*** Opening Data extract ***
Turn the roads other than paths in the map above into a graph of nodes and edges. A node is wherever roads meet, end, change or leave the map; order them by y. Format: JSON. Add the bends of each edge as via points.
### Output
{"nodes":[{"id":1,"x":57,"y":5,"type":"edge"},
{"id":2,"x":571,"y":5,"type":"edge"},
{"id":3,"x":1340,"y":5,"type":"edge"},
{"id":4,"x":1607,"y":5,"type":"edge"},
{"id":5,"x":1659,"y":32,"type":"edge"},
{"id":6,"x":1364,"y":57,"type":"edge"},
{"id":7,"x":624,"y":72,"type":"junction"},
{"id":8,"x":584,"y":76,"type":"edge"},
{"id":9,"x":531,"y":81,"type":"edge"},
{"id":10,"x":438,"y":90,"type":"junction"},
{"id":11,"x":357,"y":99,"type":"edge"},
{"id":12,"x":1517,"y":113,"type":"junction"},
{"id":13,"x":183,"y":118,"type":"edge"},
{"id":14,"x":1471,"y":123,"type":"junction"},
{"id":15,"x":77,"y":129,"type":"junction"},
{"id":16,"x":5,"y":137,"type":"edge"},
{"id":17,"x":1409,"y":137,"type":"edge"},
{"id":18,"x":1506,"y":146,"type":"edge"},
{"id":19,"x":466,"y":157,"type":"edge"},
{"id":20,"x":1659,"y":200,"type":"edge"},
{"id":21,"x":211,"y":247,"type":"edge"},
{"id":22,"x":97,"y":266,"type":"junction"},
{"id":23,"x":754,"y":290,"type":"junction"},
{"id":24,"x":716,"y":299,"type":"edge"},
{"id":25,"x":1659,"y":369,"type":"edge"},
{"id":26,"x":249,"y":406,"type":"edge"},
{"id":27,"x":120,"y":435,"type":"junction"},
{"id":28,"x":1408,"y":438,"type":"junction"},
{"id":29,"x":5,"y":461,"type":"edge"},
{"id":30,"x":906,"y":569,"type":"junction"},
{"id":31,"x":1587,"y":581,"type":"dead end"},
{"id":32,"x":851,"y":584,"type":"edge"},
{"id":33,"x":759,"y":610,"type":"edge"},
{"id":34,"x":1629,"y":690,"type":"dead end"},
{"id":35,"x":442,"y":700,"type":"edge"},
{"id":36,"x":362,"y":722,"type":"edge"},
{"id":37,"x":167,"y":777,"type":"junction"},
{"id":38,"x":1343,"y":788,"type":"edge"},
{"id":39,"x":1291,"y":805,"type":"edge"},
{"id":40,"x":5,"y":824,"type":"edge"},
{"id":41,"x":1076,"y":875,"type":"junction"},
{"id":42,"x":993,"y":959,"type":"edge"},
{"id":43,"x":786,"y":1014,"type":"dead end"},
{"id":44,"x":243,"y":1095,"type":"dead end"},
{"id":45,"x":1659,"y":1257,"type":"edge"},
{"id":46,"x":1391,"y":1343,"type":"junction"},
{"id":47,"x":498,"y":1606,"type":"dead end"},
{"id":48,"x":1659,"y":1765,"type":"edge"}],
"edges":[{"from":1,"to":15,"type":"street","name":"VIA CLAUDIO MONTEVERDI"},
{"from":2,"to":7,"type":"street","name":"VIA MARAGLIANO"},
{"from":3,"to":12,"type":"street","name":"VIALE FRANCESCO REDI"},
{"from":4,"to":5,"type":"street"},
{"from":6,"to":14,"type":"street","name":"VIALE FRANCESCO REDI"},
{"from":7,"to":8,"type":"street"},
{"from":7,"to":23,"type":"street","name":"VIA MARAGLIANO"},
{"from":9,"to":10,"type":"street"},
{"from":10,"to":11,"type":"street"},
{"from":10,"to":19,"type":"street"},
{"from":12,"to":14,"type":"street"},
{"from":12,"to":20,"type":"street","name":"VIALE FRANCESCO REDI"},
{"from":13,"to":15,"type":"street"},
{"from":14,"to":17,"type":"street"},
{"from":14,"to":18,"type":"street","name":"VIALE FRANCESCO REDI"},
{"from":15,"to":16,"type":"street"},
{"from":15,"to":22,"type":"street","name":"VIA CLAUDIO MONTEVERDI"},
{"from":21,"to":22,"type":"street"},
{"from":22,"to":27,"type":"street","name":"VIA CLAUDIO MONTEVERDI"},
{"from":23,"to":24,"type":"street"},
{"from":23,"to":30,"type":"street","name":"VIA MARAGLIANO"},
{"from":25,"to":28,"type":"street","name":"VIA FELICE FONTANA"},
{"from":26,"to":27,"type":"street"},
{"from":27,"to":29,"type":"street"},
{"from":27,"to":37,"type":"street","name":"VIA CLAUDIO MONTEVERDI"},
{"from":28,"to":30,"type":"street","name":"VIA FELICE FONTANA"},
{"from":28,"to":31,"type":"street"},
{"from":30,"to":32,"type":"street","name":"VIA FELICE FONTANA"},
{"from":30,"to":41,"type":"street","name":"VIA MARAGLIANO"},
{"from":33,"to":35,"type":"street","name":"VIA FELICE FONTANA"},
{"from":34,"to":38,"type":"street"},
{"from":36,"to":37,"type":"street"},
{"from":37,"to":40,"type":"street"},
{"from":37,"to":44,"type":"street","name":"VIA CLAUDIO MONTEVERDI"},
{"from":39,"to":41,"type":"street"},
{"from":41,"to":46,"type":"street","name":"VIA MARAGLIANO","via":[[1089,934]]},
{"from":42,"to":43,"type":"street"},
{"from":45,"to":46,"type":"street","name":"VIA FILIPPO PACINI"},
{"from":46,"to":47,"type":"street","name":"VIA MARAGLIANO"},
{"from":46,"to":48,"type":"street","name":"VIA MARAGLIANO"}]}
*** Closing Data extract ***
● **Work required**
Report every line of the entries that carries the word "edges".

● **Answer area**
Turn the roads other than paths in the map above into a graph of nodes and edges. A node is wherever roads meet, end, change or leave the map; order them by y. Format: JSON. Add the bends of each edge as via points.
"edges":[{"from":1,"to":15,"type":"street","name":"VIA CLAUDIO MONTEVERDI"},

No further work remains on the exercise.